Michael Jackson, that pervasive and often invasive American pop icon, although physically absent, is the most visible character in the original play by Geo Wyeth ’07, “The Entertained.”
Wyeth first began work on the show last semester in a playwriting class where monologues based on characters from his life eventually took on lives of their own, creating the basis for this staged reading of “The Entertained.”
The show depicts Marlene Harris (Camelle Scott ’07) and her son Billie (Chloe Bass ’06), as Marlene relates her story to the guidance counselors at Billie’s elementary school — the audience. Also involved in the story are Marlene’s brother, Malcom (Jonathan Pitts-Wiley ’08) and the omnipresent/never present Michael Jackson. Marlene’s story focuses on her experience as a racially ambiguous single mother, who, though African-American, is often mistaken for white.
Though poignant, “The Entertained” is often very desultory.
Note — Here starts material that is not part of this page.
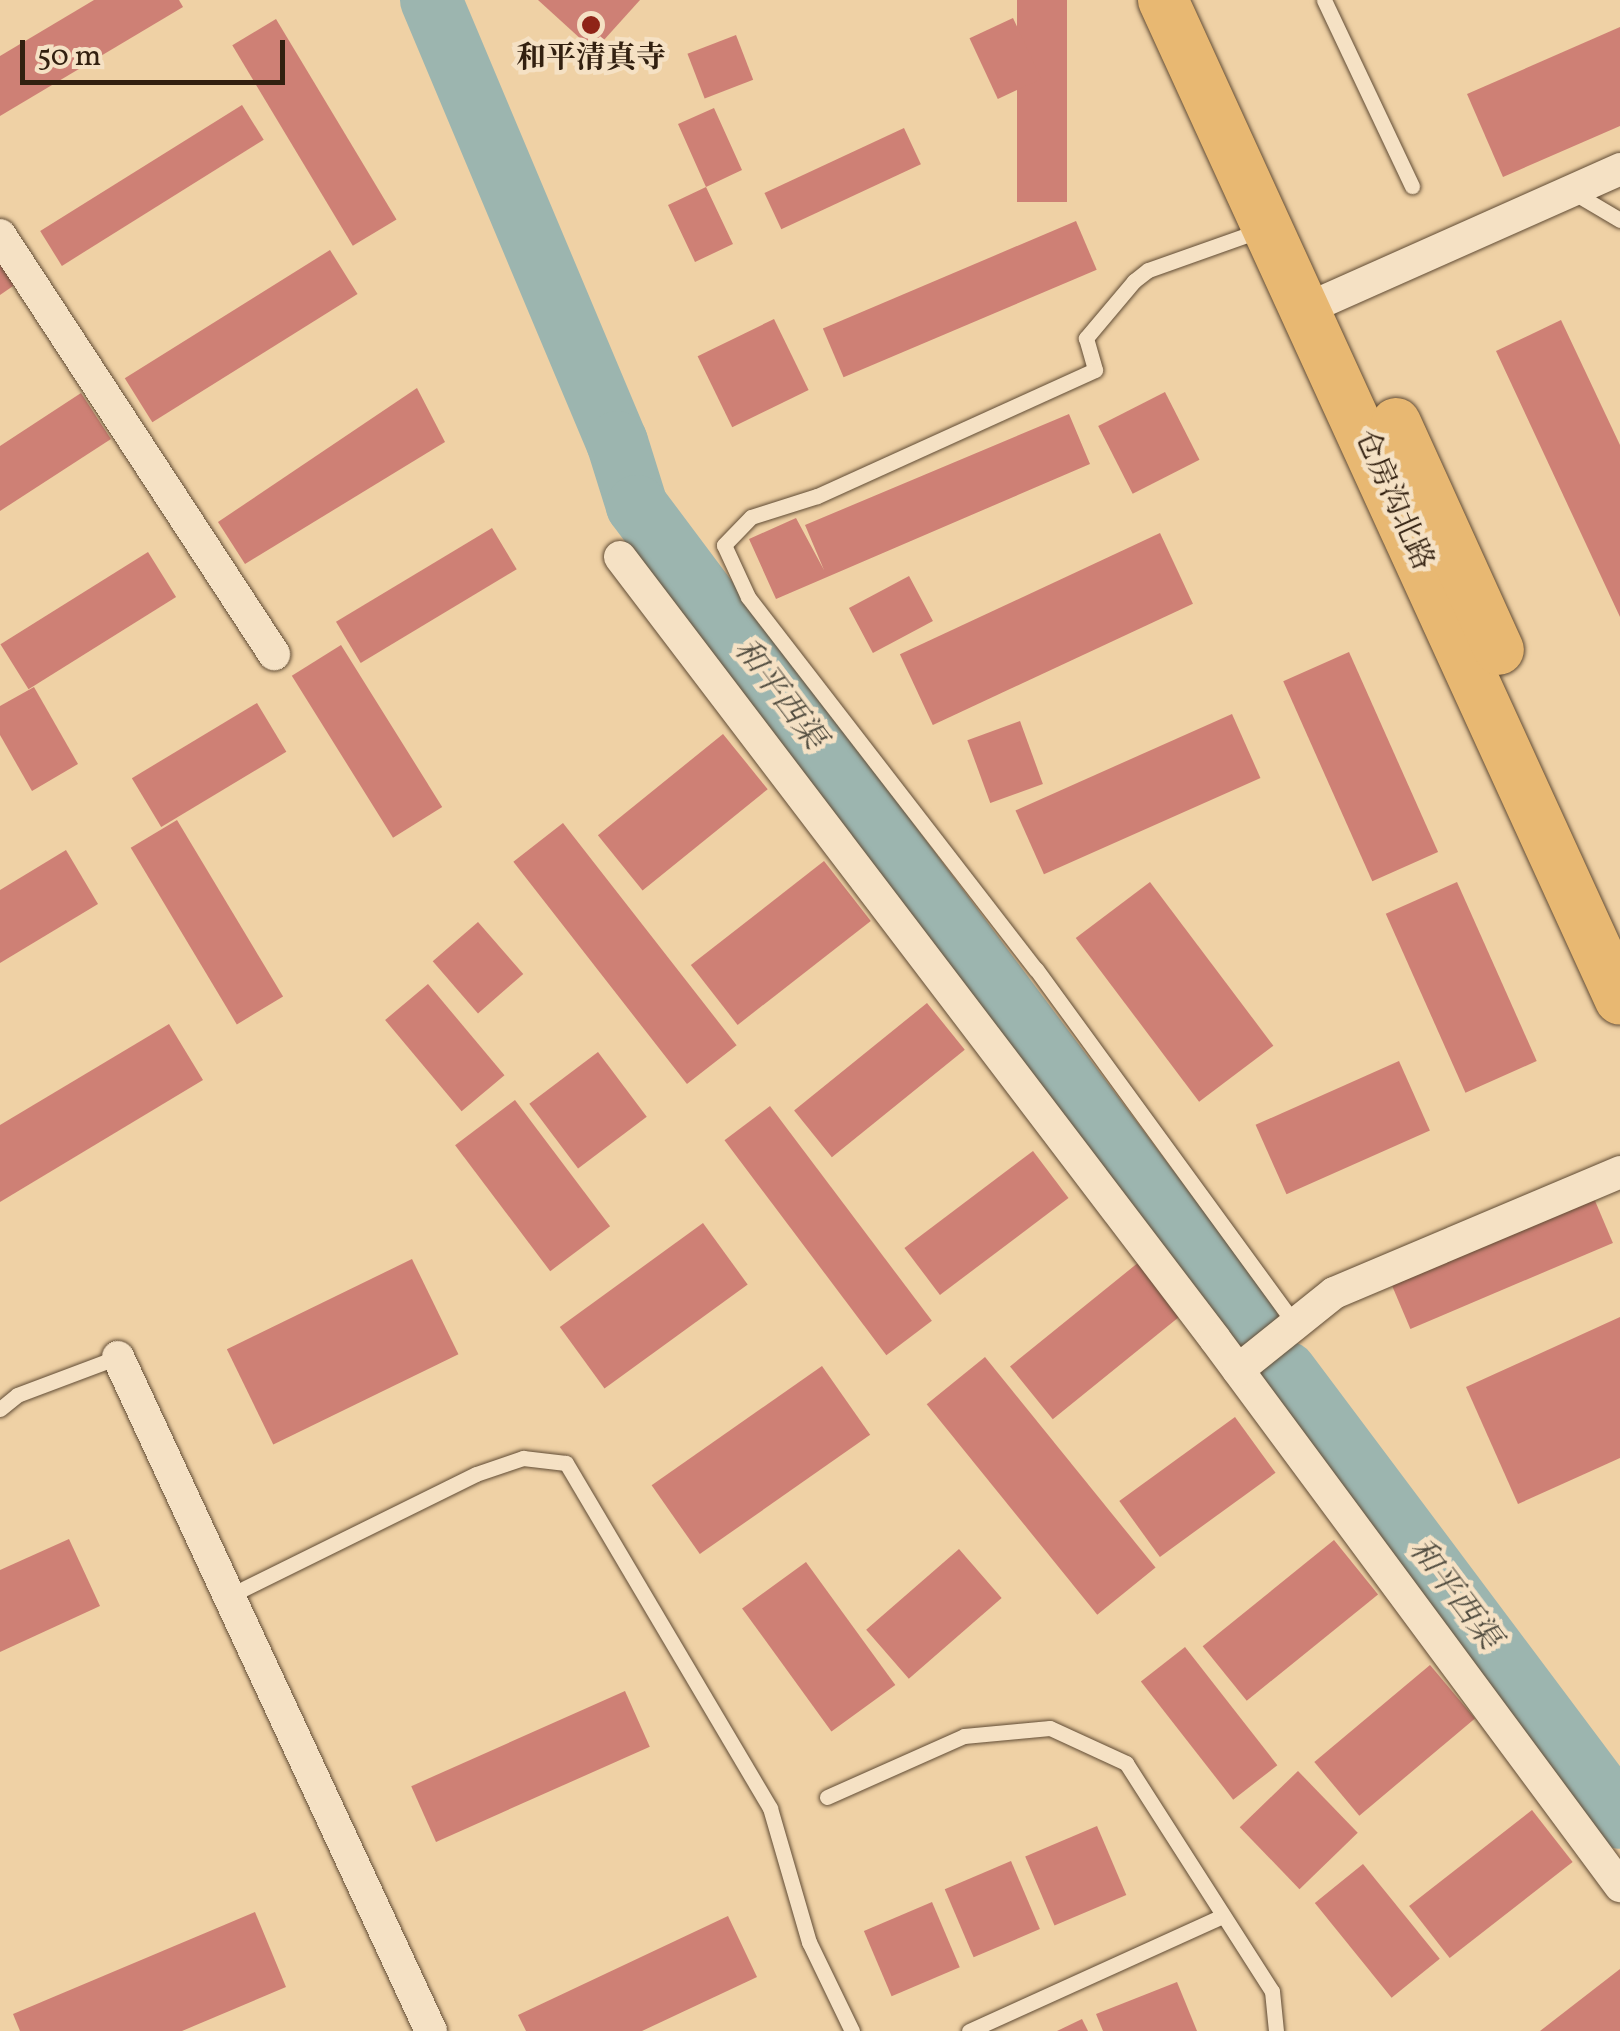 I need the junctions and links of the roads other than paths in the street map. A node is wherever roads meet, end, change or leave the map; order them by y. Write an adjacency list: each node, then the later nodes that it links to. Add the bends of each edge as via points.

Since the plot is wandering and conversational in tone as Marlene tells her story, there is often a lack of direction or strong dramatic arc.
Yet this does not detract from the strength of Wyeth’s message, which questions what it means to be black (or any race) and behaviors that are associated with race. Marlene constantly makes the assertion that she is “African-American,” yet makes a conscious effort not to act “black.” When her son swears at her, she punishes him and accuses him of “becomin’ blacker every day.”
As Wyeth deftly points out, there is a fine line between embracing one’s heritage and attempting to eschew everything negative that accompanies it.
Jackson’s music surfaces again and again, as do constant references to his life. A homeless street performer, The Kidd (Chijoke Okeke ’05), uses his music as a means of expressing himself, dancing, and, at points, pulling the audience onto the stage to dance with him. This intimacy is well suited to the usually cramped space of Nick Chapel, where one is very aware of the connection that exists between the actors and the audience.
As Marlene, Scott occasionally seems to lose track of where she is going dramatically, but this is understandable considering she was recruited as a last minute replacement. In the scenes with her brother and her son, however, Scott shines, giving the audience a definite sense of Marlene’s power and internal conflict.
Pitts-Wiley, too, exposes the strength of Malcom by revealing a layer of vulnerability just below his surface. When discussing with nephew Billie what a black male should act like, Pitts-Wiley tough exterior cracks to show the insecurity beneath.
It is Bass who is the weakest of the three, often playing at the idea of what an eight-year-old is instead of playing the character of Billie himself. There is lots of yelling and verbal stomping around and Billie’s story gets lost in the portrayal.
Wyeth, a performer himself, has a good sense of theater and it shows in “The Entertained.” Although still rough around the edges, the show is insightful, funny, and powerful. Michael Jackson, an almost Christ-like figure, is shown from every angle as Marlene comes to realizations about herself and her family.
Though “The Entertained” will not appeal to everyone, the show is refreshing in that it certainly doesn’t pander: The story is straightforward, yet does not judge. The play does not condemn, but leaves its audience to do so for themselves.